“Después, la literatura fue haciendo lo suyo”, desliza la escritora platense Paula Tomassoni mientras recuerda la noticia que le sirvió de disparador para “Indeleble”, su segunda novela, hoy reeditada por Corregidor. La nota contaba una tragedia: un hombre casado que, asediado por la crisis hipotecaria que atravesaba España y ante la posibilidad de perder la casa familiar, se suicidó. Días más tarde, debido a la enorme cantidad de personas en la misma situación, el gobierno decidió no ejecutar las deudas. “La noticia mostraba que se mató por nada”, cuenta Tomassoni. Pero a la escritora hubo un detalle que no se le escapó: ¿qué pasó con la mujer con la que este hombre estaba casado? “La deja sin casa, evidentemente sin dinero, en un país en crisis en el que iba a ser difícil conseguir oportunidades para salir adelante, y sola, arrastrando, además, la culpa del suicidio de su marido. Me pareció que ahí había una historia”, explica la autora. Ambientada en Buenos Aires durante la crisis del 2001, “Indeleble” sigue a Maine, una ama de casa cuyo marido, Ricardo, se ahorca ante la imposibilidad de pagar la hipoteca del departamento en el que viven. Con un humor tan crudo como honesto, la historia se construye en el ir y venir de dos tiempos. Si, como decía Italo Calvino, “la novela es un caballo, un medio de transporte con su propio paso”, la de Tomassoni galopa y conduce a su lector al punto en donde ambos tiempos confluyen y el corazón se desboca. En diálogo con Buenos Aires/12, la escritora y docente reflexiona sobre su forma de trabajar y pensar el humor y el duelo en la literatura.

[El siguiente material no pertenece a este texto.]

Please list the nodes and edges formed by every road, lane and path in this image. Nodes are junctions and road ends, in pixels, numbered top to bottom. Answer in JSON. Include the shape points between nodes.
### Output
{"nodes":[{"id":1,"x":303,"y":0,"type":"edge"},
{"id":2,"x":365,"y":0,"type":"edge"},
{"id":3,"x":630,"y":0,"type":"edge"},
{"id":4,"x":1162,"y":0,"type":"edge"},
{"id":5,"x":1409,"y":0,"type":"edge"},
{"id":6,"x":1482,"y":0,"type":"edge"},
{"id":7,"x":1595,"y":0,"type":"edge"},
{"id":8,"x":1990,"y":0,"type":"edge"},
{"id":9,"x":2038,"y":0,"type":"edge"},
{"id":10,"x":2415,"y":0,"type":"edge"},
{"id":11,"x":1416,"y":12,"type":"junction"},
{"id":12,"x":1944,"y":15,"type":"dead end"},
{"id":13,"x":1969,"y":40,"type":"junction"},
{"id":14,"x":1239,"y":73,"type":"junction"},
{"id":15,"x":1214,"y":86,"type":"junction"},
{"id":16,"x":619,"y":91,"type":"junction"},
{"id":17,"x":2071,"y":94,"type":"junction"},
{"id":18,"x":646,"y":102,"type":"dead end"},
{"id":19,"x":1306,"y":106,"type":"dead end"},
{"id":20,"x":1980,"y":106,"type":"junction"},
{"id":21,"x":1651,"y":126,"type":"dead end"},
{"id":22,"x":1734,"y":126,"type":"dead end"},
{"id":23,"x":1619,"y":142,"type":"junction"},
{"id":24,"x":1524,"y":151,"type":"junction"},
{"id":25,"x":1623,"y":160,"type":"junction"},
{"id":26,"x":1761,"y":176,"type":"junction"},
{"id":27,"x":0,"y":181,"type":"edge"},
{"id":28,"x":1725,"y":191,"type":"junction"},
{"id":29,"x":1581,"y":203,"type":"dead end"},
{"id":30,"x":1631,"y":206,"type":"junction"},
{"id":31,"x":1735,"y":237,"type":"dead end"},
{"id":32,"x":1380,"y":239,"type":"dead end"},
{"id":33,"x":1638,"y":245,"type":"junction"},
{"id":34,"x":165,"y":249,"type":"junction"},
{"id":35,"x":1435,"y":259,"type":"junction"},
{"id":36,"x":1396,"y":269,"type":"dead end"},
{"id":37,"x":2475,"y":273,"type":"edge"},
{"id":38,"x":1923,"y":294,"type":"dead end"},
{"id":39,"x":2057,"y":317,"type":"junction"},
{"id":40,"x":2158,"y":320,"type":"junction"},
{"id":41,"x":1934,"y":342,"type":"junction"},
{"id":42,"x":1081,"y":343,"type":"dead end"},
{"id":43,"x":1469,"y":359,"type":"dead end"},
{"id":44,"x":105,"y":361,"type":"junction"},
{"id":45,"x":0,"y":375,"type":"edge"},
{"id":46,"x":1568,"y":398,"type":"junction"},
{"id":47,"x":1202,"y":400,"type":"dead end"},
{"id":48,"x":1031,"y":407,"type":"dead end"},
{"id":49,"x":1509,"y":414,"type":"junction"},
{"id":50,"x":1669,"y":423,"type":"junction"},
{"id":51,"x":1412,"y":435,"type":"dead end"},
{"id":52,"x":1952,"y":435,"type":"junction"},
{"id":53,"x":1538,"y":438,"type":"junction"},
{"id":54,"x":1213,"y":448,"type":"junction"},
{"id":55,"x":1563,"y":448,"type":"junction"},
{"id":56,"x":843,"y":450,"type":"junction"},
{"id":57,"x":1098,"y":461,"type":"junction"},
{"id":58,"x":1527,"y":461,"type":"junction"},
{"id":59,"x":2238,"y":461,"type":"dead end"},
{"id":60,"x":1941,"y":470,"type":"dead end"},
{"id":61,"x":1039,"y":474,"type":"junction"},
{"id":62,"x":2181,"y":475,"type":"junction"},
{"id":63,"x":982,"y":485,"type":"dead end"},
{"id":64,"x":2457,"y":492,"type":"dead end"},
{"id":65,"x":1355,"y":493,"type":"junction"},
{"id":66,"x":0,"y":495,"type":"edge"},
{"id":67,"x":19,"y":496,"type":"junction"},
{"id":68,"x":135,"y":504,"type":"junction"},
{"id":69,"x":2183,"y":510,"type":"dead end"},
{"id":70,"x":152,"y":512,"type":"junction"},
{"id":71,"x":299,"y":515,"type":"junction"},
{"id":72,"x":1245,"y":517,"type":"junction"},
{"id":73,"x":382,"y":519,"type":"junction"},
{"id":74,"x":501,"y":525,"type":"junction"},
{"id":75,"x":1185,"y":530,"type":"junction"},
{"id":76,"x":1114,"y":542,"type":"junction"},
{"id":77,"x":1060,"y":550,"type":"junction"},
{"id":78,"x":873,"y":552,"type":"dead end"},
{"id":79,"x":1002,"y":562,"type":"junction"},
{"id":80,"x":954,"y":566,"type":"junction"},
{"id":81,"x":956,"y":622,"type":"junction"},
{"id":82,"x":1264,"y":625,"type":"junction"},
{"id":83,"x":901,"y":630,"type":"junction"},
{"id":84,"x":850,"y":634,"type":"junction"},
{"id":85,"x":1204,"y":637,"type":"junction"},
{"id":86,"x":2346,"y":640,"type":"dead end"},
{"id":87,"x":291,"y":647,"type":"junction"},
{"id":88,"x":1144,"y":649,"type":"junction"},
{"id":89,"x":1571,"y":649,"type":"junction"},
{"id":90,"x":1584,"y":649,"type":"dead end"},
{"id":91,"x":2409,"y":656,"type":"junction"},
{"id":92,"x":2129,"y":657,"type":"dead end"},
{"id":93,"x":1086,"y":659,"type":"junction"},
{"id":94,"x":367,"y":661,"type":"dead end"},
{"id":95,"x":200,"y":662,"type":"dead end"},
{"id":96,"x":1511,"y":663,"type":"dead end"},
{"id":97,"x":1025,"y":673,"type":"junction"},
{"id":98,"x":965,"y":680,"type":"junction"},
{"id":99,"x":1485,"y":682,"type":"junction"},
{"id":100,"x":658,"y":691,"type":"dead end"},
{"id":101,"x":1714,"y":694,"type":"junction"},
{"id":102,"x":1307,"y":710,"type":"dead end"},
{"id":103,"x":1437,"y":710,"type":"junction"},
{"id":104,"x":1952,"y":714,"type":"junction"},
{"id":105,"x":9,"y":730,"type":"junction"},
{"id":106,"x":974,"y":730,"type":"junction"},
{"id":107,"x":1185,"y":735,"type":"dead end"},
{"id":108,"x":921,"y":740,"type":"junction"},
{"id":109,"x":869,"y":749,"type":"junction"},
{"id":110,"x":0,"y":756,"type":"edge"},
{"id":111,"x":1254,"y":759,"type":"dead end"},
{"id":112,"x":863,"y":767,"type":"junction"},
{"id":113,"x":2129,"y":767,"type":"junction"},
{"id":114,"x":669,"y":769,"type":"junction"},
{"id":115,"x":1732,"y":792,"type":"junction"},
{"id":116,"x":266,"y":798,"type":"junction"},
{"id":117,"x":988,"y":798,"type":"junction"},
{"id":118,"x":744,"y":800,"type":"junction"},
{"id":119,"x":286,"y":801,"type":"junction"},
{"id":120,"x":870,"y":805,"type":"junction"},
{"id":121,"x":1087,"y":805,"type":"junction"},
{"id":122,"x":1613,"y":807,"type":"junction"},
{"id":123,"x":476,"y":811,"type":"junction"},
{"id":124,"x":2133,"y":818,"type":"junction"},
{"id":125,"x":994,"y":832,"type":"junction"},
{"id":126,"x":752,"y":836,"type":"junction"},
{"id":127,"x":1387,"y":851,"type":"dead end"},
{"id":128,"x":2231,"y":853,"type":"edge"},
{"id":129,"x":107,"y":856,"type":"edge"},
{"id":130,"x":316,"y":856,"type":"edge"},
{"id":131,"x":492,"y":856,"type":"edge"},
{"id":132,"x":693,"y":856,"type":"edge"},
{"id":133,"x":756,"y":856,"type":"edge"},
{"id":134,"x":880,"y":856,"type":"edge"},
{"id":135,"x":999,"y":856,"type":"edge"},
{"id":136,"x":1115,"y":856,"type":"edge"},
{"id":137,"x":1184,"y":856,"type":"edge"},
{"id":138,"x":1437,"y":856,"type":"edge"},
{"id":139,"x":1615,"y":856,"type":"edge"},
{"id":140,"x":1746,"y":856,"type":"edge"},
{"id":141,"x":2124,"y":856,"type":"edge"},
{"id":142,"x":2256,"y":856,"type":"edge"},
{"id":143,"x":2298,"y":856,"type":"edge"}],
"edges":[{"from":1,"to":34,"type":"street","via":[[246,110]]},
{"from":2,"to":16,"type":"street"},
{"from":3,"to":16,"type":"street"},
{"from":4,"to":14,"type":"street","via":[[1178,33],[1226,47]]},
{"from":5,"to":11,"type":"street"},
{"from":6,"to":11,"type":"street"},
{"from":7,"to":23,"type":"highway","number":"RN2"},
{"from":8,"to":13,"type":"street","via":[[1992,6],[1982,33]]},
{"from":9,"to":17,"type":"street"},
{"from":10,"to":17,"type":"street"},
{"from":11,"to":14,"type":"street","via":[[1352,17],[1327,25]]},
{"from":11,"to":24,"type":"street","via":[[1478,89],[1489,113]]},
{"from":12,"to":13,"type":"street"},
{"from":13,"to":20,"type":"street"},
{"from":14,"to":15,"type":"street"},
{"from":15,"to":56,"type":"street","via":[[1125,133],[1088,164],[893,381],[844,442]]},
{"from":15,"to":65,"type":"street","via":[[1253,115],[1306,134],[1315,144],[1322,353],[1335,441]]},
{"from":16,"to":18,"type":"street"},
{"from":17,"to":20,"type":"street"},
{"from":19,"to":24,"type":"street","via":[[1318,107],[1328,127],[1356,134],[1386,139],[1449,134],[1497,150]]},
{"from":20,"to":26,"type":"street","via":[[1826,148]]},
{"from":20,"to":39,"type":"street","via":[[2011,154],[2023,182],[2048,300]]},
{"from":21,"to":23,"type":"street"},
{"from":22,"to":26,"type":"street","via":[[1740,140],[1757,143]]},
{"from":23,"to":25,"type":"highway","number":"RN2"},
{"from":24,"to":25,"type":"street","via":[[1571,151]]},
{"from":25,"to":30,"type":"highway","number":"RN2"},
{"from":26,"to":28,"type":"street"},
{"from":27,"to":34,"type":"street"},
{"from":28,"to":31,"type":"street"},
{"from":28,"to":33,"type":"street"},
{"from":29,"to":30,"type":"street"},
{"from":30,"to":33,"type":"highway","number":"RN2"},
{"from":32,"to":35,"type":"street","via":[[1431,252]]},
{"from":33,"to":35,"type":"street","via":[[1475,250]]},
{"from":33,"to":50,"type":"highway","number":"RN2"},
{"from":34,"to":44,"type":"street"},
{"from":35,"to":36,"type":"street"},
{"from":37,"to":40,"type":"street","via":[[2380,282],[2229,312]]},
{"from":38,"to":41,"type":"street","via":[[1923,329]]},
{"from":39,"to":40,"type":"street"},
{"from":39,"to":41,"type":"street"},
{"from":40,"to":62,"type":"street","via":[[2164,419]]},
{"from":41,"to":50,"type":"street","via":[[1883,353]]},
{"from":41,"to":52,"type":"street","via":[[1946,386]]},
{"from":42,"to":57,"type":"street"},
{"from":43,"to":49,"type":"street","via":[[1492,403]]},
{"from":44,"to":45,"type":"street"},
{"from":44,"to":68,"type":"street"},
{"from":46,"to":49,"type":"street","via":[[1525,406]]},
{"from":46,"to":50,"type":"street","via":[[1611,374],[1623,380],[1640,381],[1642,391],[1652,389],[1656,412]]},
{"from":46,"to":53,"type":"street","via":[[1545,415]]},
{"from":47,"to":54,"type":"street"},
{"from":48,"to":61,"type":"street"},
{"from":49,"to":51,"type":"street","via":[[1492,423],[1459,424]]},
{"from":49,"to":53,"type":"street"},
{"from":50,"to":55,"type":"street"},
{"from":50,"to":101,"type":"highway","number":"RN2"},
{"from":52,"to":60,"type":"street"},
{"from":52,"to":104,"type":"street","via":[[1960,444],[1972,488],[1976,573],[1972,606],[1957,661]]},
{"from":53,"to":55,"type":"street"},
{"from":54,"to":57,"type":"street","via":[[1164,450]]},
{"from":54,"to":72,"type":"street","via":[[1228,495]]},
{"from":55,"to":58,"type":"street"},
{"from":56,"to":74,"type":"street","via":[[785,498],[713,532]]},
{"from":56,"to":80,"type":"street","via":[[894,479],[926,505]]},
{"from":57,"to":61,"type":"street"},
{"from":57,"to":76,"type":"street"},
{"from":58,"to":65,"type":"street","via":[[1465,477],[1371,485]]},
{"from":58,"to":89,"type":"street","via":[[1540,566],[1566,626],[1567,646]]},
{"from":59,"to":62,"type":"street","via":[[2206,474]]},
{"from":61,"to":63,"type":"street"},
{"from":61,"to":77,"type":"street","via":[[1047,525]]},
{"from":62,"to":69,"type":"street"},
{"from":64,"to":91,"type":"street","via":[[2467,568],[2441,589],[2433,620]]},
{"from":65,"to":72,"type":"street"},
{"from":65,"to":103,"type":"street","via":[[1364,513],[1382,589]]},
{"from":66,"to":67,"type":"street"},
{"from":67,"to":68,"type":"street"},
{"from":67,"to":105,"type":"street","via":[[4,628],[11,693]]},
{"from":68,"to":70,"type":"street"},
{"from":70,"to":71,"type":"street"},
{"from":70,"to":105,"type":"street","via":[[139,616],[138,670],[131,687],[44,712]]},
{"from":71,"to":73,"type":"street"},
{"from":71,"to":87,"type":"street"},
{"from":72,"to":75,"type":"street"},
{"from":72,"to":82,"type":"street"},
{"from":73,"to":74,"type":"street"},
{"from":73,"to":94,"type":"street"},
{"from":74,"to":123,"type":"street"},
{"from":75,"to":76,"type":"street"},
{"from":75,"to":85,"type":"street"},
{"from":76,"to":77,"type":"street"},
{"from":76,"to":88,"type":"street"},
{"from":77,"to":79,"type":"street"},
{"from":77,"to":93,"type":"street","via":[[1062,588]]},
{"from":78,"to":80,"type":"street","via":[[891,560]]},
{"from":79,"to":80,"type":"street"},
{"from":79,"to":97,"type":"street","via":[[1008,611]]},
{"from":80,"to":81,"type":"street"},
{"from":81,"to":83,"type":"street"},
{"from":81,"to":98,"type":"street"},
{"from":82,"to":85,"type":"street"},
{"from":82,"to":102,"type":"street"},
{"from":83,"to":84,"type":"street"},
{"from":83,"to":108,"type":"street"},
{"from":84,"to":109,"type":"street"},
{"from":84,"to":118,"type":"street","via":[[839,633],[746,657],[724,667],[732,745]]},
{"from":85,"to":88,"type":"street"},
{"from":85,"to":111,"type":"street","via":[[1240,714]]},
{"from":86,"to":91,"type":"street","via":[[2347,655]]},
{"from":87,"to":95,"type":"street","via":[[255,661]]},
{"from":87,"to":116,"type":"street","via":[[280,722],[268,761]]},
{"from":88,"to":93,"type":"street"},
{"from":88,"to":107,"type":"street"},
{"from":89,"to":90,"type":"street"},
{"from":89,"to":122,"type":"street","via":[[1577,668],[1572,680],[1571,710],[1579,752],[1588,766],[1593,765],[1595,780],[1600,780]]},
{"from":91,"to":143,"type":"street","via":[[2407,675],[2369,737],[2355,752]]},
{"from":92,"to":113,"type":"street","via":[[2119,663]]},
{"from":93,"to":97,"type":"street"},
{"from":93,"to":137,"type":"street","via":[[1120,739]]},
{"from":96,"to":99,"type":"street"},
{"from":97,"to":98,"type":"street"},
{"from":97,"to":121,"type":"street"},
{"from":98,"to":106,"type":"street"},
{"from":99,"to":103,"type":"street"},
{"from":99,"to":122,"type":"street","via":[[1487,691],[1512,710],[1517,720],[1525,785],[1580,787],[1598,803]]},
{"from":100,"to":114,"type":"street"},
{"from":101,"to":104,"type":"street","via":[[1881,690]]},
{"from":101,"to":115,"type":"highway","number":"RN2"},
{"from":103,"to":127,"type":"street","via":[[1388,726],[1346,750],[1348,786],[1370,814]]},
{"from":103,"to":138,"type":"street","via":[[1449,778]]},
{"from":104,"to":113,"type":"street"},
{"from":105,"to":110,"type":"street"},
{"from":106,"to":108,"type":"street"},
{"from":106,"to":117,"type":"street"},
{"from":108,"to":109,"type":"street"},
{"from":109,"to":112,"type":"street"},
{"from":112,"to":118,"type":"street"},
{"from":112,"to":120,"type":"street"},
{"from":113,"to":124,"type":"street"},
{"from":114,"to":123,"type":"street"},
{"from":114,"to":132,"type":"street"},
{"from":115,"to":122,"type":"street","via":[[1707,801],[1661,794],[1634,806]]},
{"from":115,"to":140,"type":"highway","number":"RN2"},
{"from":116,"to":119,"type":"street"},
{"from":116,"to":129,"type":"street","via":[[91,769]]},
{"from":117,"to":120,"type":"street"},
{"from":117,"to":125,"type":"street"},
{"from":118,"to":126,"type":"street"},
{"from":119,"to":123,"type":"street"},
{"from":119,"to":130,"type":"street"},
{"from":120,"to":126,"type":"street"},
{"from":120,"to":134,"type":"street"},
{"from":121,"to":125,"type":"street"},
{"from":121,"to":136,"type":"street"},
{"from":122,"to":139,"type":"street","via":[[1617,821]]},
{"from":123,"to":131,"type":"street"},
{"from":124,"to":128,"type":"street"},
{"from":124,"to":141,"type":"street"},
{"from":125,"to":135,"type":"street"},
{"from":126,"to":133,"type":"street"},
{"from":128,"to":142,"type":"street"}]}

—Al leer la novela me llamó la atención el ritmo, la estructura y estos dos tiempos que se cruzan. Me preguntaba cómo, una vez que decidiste contar la historia de esta mujer, encontraste la forma.
—La encontré primero desde el sentido. Una de las cosas que me pasó al escribir fue que quería que quedara claro que, por más que Ricardo se hubiera suicidado, no había una percepción previa de malestar. Para Maine, su matrimonio no era malo; no era una mujer maltratada. Ella se sentía una mujer muy feliz. Entonces me interesaba mostrar que, de algún modo, era un matrimonio feliz. Para mostrar esa felicidad construida necesitaba verlos a los dos. Y para eso el tiempo presente me resultó amable: necesitaba verlos en cosas cotidianas, lentamente. A mí me gusta mucho lo que las cosas cotidianas dicen de las personas. Me acuerdo, por ejemplo, de una ronda de chismes donde alguien dijo sobre otro: ‘sí, sí, mucha plata, pero hace tres tazas de té con el mismo saquito’. Ese gesto cotidiano define a una persona. Entonces pensé: yo tengo que contar cómo vivían ellos juntos, y eso lo tengo que contar en presente, porque es el tiempo que me permite la demora. Es un letargo que no retrasa el ritmo, porque las acciones son pequeñas, pero siguen avanzando. En cambio, los hechos posteriores al suicidio —que es lo primero que sucede— están contados en pretérito, con la cadencia más habitual de la narración.
El ritmo lo trabajé muchísimo. Leo en voz alta, por eso me gusta tanto el relato despojado, de oraciones cortas. Me gusta ir jugando: una oración mínima, otra más larga, y después leer en voz alta para ver cómo suenan, párrafo por párrafo, viendo que la sintaxis no sea siempre igual. A veces le pido a alguien que me lea, para escuchar cómo suena. Y, a riesgo de ser el hazmerreír de los lectores, confieso que mi modelo de ritmo son los primeros párrafos de “Operación masacre”. Walsh tiene un estilo en la respiración de los textos que me fascina desde que lo leí por primera vez. Siempre vuelvo a eso. En los cuentos, el ritmo me parece más espiralado, como que te va envolviendo; pero en las novelas, o en la Carta abierta, el ritmo está marcado, como si estuviera ahí, acentuando las sílabas. Eso me fascina. Es mi faro.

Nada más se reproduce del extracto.